Announcement: Patrick Jagoda to deliver talk, "On Difficulty in Video Games: Mechanics, Interpretation, Affect"
We're excited to announce the first in a series of four talks here in the Department of American Studies at UT Austin. Patrick Jagoda, Assistant Professor in the Department of English at the University of Chicago, Co-editor of Critical Inquiry and Co-founder of Game Changer Chicago Design Lab, will be giving a talk called, "On Difficulty in Video Games: Mechanics, Interpretation, Affect" at 4:30pm on Monday, February 2, in Burdine 436A. Jagoda has been with us this year at UT as a Harrington Fellow, and we sat down with him a while back for an interview, which you can check out here.Here's a description of the talk from Jagoda:
In a 1978 essay, literary critic George Steiner observes that a sense of difficulty in poetry became a major aspect of aesthetic experience in the late nineteenth century and extended, by the twentieth century, to new forms of visual and aural expression. This talk takes up videogames as a crucial medium for making sense of aesthetic difficulty in our time. As a way of mapping the cultural stakes of videogames to the early twenty-first century, I examine three types of challenge that games generate: mechanical, interpretive, and affective difficulty. All three forms of difficulty demand continued analysis, but I argue especially for the importance of attending to the third category of demanding affects and emotions. New media scholarship is already becoming more adept at accounting for elements such as aesthetics, interactivity, software, platforms, and media history. It has not yet done justice, however, to the complicated ways that digital media, and games in particular, generate and alter affects. This talk posits that the types of experiences that register as difficult within cultural consciousness, as they do in a variety of unique ways in the context of gameplay, can help animate the values of contemporary American media and their effects on the sensorium. A fuller sense of affect in videogames is necessary to better understand the ways that games serve as unique ideological forms — and might also structure, limit, and even enable more complex practices of play in the United States.

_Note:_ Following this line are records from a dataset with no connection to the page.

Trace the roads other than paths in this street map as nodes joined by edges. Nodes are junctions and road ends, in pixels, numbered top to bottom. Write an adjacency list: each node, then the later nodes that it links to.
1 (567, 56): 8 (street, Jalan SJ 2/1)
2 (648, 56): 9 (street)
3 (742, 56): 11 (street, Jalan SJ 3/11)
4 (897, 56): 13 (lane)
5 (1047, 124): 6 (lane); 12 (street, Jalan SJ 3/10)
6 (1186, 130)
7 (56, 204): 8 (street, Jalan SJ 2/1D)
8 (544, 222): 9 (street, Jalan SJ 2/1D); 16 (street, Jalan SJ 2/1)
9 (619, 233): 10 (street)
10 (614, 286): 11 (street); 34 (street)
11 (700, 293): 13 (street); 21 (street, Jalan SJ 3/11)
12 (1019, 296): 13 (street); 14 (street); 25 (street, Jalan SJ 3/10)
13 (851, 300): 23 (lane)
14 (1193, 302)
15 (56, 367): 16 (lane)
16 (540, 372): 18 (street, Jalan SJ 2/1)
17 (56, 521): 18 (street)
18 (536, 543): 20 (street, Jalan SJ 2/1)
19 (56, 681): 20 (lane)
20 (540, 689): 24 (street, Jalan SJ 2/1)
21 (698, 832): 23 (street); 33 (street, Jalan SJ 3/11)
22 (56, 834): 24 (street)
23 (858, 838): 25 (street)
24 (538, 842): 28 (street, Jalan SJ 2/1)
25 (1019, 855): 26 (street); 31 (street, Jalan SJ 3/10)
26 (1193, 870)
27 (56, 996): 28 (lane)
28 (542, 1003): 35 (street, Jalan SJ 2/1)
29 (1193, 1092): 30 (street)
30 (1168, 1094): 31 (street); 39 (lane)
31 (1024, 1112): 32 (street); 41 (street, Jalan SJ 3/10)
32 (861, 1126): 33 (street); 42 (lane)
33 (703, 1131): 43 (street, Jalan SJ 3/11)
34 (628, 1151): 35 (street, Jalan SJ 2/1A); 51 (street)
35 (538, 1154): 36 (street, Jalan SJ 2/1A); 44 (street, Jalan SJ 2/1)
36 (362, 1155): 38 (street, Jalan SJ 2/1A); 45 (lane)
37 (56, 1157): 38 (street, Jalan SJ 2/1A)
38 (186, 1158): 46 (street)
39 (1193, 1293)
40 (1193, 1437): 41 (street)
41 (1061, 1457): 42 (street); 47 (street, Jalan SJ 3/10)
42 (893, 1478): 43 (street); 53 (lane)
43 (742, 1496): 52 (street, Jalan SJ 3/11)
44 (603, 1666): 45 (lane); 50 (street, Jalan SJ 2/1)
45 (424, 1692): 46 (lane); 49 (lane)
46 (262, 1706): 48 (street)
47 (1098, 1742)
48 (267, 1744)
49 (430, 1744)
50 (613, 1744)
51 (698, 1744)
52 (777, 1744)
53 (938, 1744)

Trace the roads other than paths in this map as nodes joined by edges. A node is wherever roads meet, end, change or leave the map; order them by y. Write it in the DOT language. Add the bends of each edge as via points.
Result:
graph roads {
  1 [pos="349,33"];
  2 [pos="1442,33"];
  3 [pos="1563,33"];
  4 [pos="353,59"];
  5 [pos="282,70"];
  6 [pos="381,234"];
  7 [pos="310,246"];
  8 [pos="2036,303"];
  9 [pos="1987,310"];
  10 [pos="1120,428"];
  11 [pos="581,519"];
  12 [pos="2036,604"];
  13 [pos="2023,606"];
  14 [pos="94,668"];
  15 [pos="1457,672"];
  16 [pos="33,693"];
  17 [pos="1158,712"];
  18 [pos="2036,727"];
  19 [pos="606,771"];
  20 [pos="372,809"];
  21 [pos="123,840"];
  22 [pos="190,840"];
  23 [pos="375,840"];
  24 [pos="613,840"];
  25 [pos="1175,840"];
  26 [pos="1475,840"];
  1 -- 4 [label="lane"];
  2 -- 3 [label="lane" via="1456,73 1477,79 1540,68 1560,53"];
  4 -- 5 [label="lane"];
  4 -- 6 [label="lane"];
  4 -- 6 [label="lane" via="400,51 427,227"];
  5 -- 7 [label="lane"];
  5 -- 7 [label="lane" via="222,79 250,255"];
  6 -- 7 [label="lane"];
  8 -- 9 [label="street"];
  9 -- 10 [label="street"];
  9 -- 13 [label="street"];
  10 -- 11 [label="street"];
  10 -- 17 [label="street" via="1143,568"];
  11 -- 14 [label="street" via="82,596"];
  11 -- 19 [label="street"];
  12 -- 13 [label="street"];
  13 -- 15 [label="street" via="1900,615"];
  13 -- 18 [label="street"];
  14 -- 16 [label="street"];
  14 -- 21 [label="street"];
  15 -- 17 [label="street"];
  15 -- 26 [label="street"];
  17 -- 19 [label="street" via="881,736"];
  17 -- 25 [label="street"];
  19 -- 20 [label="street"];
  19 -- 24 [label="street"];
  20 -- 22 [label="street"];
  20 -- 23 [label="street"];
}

Announcement: Dr. Julia Mickenberg gives talk on American artists in Soviet Russia
This Friday, January 30, our very own Dr. Julia Mickenberg will share her work with the Modern Studies group at UT Austin in a talk titled, "Missions to Moscow: Vision and Veracity in Margaret Bourke-White and Lillian Hellman's Wartime Portraits of Soviet Russia."Dr. Mickenberg had the following to say about her talk:
My talk will discuss photojournalism, memoirs, radio documentaries, unpublished writings, and screenplays by Margaret Bourke White and Lillian Hellman concerning the Russian front during World War II, particularly Hellman’s screenplay for North Star (the highest-grossing wartime film about Russia) and Bourke White’s photo-memoir, Shooting the Russian War. Both women were core actors in the Popular Front, and both have attracted intense interest as historical figures. Both were criticized by prominent members of the anti-Stalinist Left for their politics and for their apparent dishonesty, lack of integrity, and/or opportunism. Through archival and textual analysis I'll use World War II as a framework and Bourke-White and Hellman as lenses for considering the way in which World War II temporarily revived and also predicted the un-sustainability of a Soviet-influenced left-feminism in the United States.
The event will take place in Battle Hall 1.101 at 1:30pm. Hope to see y'all there!